Wanting to end the breastfeeding relationship may be due to the mother or the child, but knowing how to stop breastfeeding appropriately in both situations is important.
The benefits of breastfeeding to both mom and baby's physical and emotional needs are undeniable. However, there may come a time when one or both partners in the relationship feel the need to end breastfeeding.
Mothers may feel the need if they have had multiple infections or problems with breastfeeding. Certain prescription medications might infiltrate mother's milk, so a woman may need to stop breastfeeding at this time. Women who want to have another child and are experiencing lactational amenorrhea might be able to conceive while breastfeeding, but chances of conception will be lower due to menstruation changes while breastfeeding.
Children can sometimes indicate they are ready to end breastfeeding. As solids and other forms of foods are introduced, their need to nurse for nutritional purposes decreases. It is important not to confuse a nursing strike in an infant with child-led weaning that usually occurs in breastfeeding toddlers.
How to Stop Breastfeeding Infants and Toddlers
Whenever you decide that breastfeeding is no longer beneficial to both you and your baby, it is time to figure out how to stop breastfeeding. The process can be an emotional one for you, so be prepared to have conflicting feelings as you look to the end of your breastfeeding relationship.
Stopping breastfeeding requires similar tactics to help mothers deal with the physical issues of lactating, regardless of age, but the way you handle breastfeeding weaning with infants versus toddlers will be different.
Stopping Infant Breastfeeding
An infant nurses frequently during both day and night, anywhere from 8 to 12 times in a 24 hour period. Follow these steps to stop breastfeeding an infant:
- Cut out one breastfeeding session a day, offering formula/frozen breastmilk or introducing solids at this time.
- Allow several days for your body to adjust to the loss of the breastfeeding session.
- Replace another feeding time with formula or solids.
- Wait several days for your body to adjust to the new schedule.
- Repeat this process until you have completely weaned the baby from your breast.

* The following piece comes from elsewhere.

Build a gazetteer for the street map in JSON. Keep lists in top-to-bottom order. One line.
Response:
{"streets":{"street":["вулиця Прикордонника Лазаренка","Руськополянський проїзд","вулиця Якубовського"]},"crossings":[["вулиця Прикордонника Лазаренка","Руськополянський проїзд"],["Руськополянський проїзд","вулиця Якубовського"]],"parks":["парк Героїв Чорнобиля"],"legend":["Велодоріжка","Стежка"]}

The total amount of time this takes can range anywhere from one to two months, depending on how quickly your body and emotions adjust. Your baby may need a bit of adjustment time, also, especially if he is being switched from breast to bottle. Try to find a bottle with naturally shaped nipples to help make the transition go smoothly and always hold your baby while giving him a bottle.

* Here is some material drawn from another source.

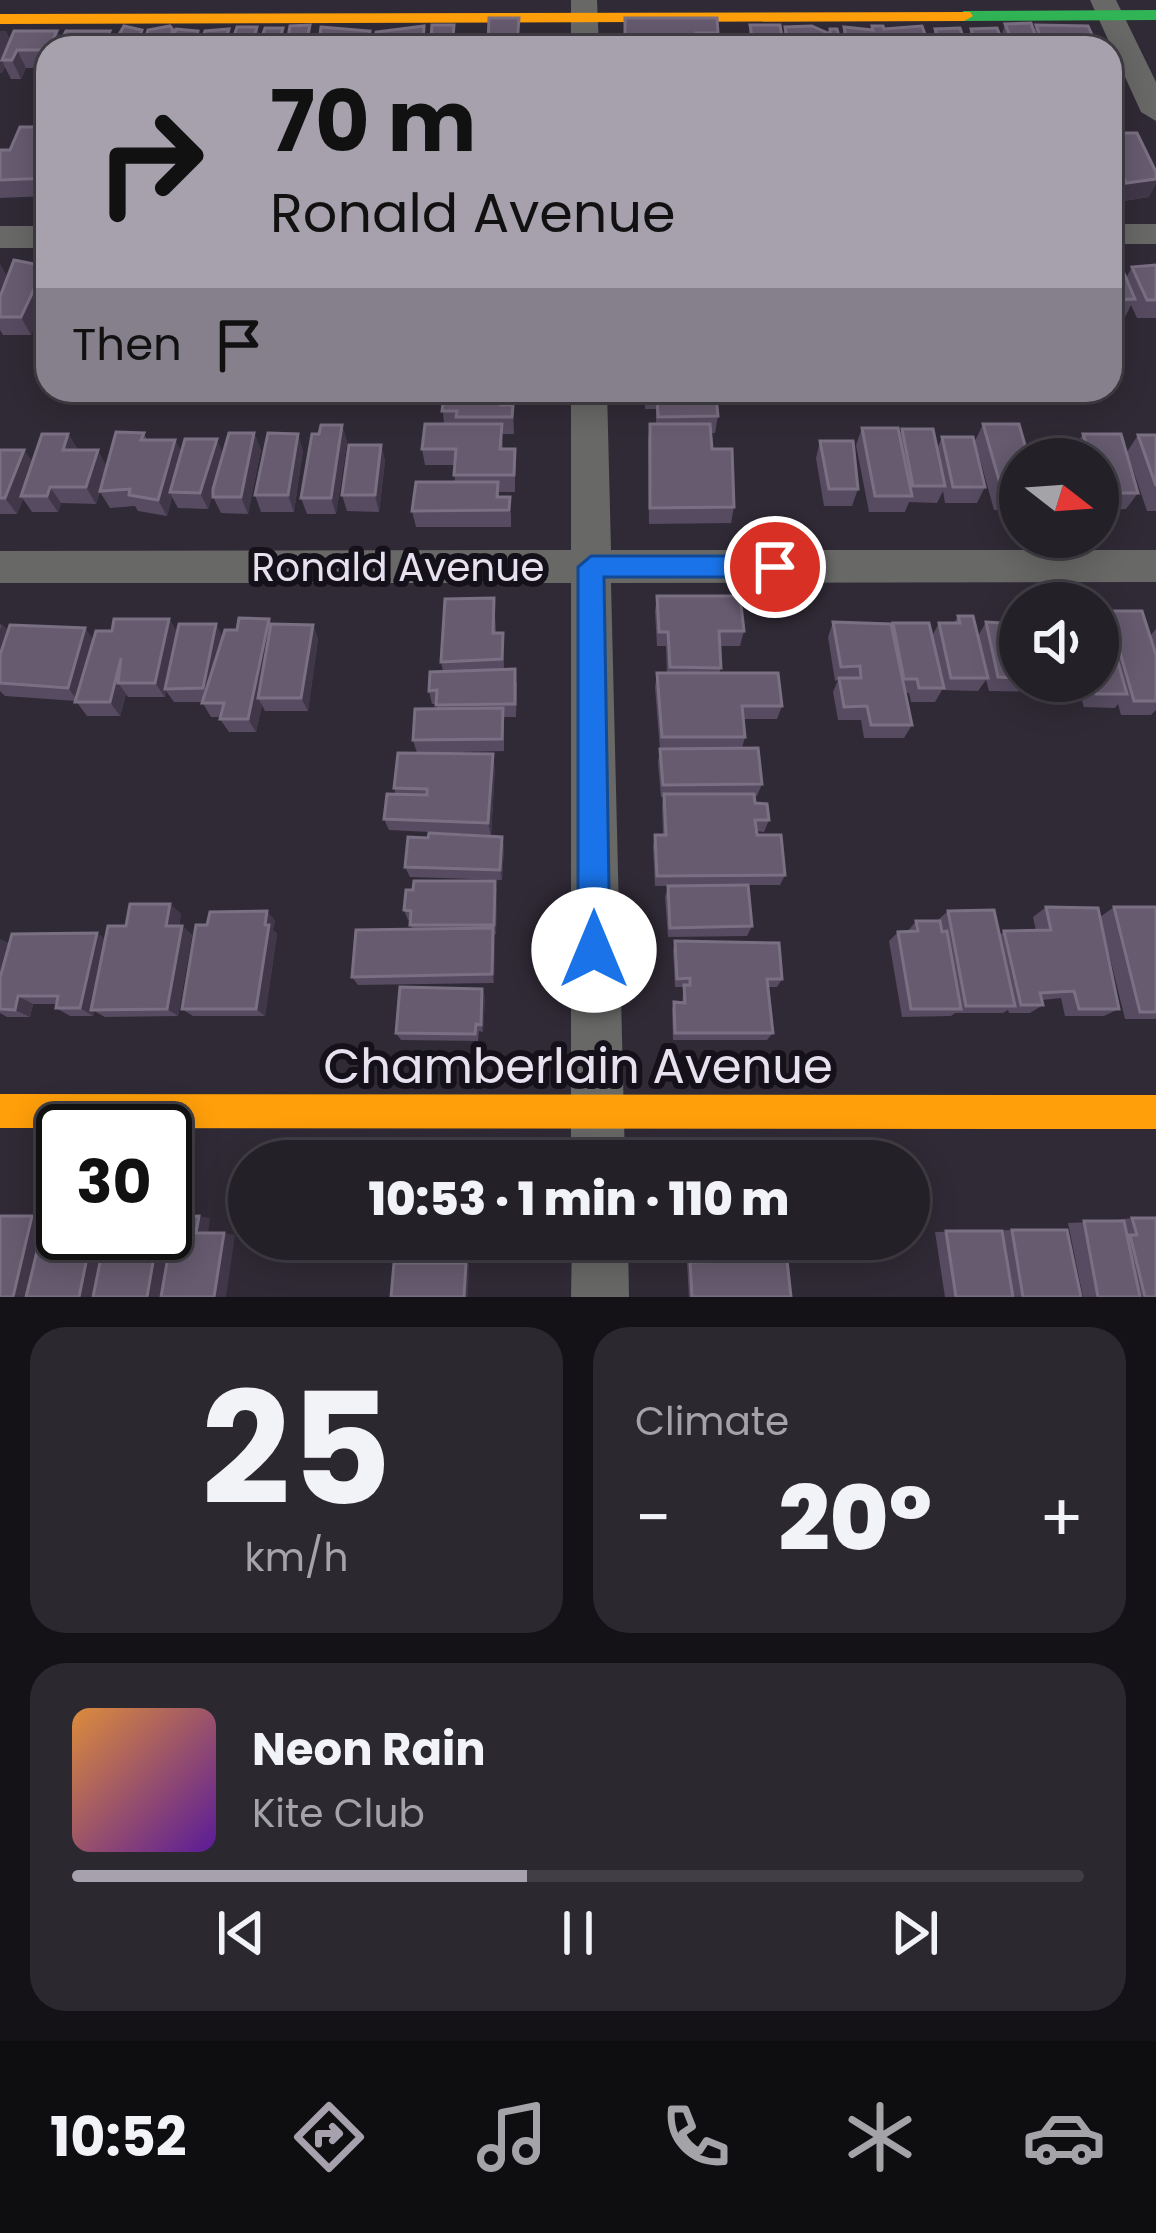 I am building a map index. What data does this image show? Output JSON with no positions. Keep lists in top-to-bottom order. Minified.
{"streets":{"street":["Ronald Avenue","Chamberlain Avenue"]},"north":"right","page":{"turn":["70 m","Ronald Avenue"],"then":"Then","limit":"30","trip":"10:53 · 1 min · 110 m","tile":[["25","km/h"],"Climate"],"heat":["−","20°","+"],"song":["Neon Rain","Kite Club"],"tabs":"10:52"}}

Stopping Toddler Breastfeeding
A toddler will nurse much less frequently than a baby. Between 18 and 24 months, most children are eating table foods at least three times a day, plus snacks. Breastfeeding may occur at night or before naps; comfort and boredom breastfeeding is fairly common, too.
Because the child is older, it can be easier to wean him. You should offer a snack or milk in a sippy cup when your child is hungry. Avoid breastfeeding triggers. Instead, occupy him with an activity or game. Introducing a comforting stuffed animal can help calm him before naps and bedtime instead of nursing.

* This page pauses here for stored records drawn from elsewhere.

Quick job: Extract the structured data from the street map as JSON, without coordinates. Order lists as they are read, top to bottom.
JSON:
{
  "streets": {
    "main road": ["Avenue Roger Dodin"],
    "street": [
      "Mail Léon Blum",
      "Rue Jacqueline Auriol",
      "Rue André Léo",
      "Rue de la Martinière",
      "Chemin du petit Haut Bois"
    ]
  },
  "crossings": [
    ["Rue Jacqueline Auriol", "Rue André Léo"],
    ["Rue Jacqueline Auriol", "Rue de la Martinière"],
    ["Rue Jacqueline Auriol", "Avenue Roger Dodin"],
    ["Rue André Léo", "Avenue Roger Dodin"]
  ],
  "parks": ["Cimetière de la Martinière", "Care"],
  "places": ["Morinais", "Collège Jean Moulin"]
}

Toddlers may themselves want to stop breastfeeding. This idea is called baby-led weaning or child-led weaning. It involves continuing the relationship until the child himself decides he no longer needs to breastfeed.
If your child has nutritional deficiencies, was a preemie or has other physical or emotional issues, your doctor may recommend nursing for a longer period of time. All concerns regarding stopping breastfeeding of a child at any age should be brought to the attention of your healthcare provider.
Avoid Weaning Complications
Sudden weaning or going "cold turkey" is not recommended, unless medically necessary, for women who have been breastfeeding. Not only can this cause confusion to the child, but it can lead to physical problems for the mother.
Engorgement is one complication common to weaning. You may be tempted to pump all of your milk, but that will only cause your body to produce more. Instead, express just a little amount in order to relieve pain.
Plugged milk ducts are another frequent problem with stopping breastfeeding. A plugged duct will feel like a hard lump in the breast. You must rid the body of the plug to lower the risk of developing an infection called mastitis.
Tips to avoid complications from stopping breastfeeding include:
- Wear a firm fitting bra (not underwire) during the weaning process.
- Cool or cold compresses on top of the breasts or inside the bra will also help relieve pain and engorgement.
- Avoid taking hot showers, and stand with your back to the water.
- Talk to your doctor about how to stop breastfeeding in a way that will keep you healthy and pain-free.